We use online horse race betting data provided by the Finnish betting monopoly company. In contrast to previous studies carried out with this data set (i.e. Suhonen and Kainulainen 2016; Suhonen and Saastamoinen 2018; Suhonen et al. 2018; Saastamoinen and Suhonen 2018; Kainulainen 2019), we constructed a daily panel data set for this analysis, and the unit of analysis is the individual betting account holder betting on a particular date. Further, this study analyses the time aspect of gambling behaviour, whereas other studies exploited this data source to model monetary gambling behaviour.

The rest of the paper is organised as follows. “Methods” section describes the individual-level data set, behavioural attributes and survival regression methods used in the analysis. “Result” section presents descriptive statistics and survival regression estimation results. Finally, “Discussion” section discusses the main findings of this paper.

Methods

Sample

This study used data on online horse race bettors in Finland. We analysed the raw data from the Finnish horse race betting monopoly operator Fintoto Ltd (now part of the state lottery organisation, Veikkaus Ltd). The data consist of bets made on Fintoto’s online betting platform between 1 August and 30 August 2012. During this period, online horse race players could bet on races in Finland, Sweden, France and the United States. In total, the number of horse race meetings was 93, spread over 50 different tracks. The betting data included full information on all single-race betting types (i.e., Win, Place, Quinella and Trifecta). However, information on multiple-race betting types (i.e. Pick games and Daily Double) was not available. Kainulainen (2019) described the betting data and the Finnish horse race betting environment in more detail. The present study employs a large data set of 9151 bettors who made nearly 4.2 million bets during the observation period. A typical bettor is a middle-aged male who lives in the city.

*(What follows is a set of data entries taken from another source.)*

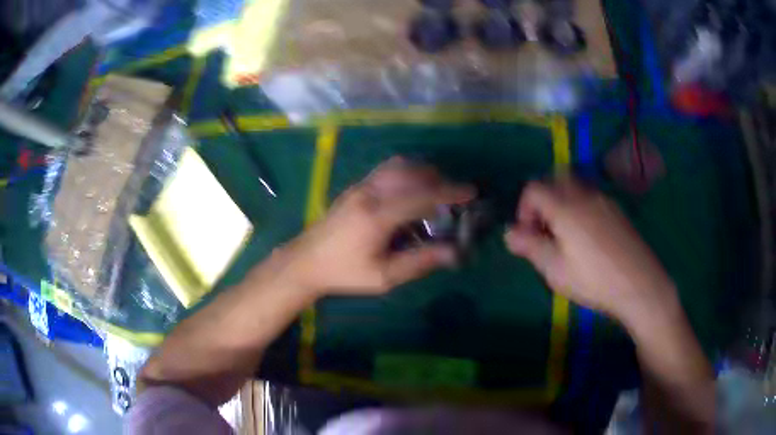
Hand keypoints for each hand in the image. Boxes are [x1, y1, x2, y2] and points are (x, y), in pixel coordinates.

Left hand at [275, 158, 474, 296]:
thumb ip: (420, 262)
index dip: (450, 192)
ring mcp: (360, 187)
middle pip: (411, 173)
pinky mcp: (355, 188)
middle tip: (454, 196)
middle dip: (439, 179)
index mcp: (378, 215)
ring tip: (435, 190)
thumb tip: (453, 252)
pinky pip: (386, 170)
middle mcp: (370, 193)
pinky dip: (406, 173)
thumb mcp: (384, 276)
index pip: (422, 196)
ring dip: (421, 172)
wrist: (306, 262)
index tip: (471, 192)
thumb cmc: (345, 273)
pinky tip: (411, 190)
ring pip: (398, 166)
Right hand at [504, 176, 677, 322]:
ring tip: (565, 236)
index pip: (534, 189)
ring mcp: (603, 200)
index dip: (524, 209)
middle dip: (543, 202)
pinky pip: (591, 198)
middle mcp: (584, 195)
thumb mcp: (555, 269)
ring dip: (562, 204)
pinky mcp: (617, 210)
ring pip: (574, 188)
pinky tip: (587, 238)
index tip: (528, 235)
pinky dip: (580, 208)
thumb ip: (530, 246)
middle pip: (555, 180)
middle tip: (545, 231)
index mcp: (565, 206)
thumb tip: (509, 233)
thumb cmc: (593, 280)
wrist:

We followed the procedure presented in Forrest and McHale (2016) by placing the wins and losses of the bettor’s last betting day in a context. Thus, we had to be able to assess the typical player-specific outcome of a betting day in order to define whether the losses of the last betting day had been particularly high for the player. In order to calculate this typical betting behaviour, we split our 30-day data into two parts. We calculated the typical betting behaviour using the first 15-day period and used the second period to estimate the survival regression model. We also defined the bettors’ past frequency of betting, i.e., the number of betting days during this period divided by 15, from the first period. In addition, we calculated the typical outcome of a betting day for each individual, which is the aggregated sum of daily outcomes during the first period divided by the number of betting days during that period. We used this metric to calculate the normalised wins and losses for the individual.

Our focus variables in the analysis were a dummy variable for being a loser on last betting day, losses on last betting day and winnings on last betting day. The dummy variable loser on last betting day takes the value one if the bettor’s last betting day was unprofitable (i.e., the amount staked was higher than the winnings received) and the variable equals zero if the bettor’s last betting day ended up break-even or profitable. Next, we introduced the concept of normalised wins and losses, which we used to measure untypically high losses or wins for the bettor on his or her last betting day. In general, normalised wins and losses are positive (negative) if the outcome of the last betting day obtained in the second period has the same (opposite) sign as the bettor’s typical outcome of a betting day. When the bettor has lost 50 euro in the last betting day, but his or her typical outcome of betting is − 20 euro, losses on the last betting day equals 2.5. Correspondingly, winnings on last betting day equals − 0.50, if the bettor’s last betting day net win has been 50% of his or her typical losses. Normalised wins and losses equals 1 if the losses of the bettor’s last betting day were exactly the same amount as his or her typical outcome of a betting day.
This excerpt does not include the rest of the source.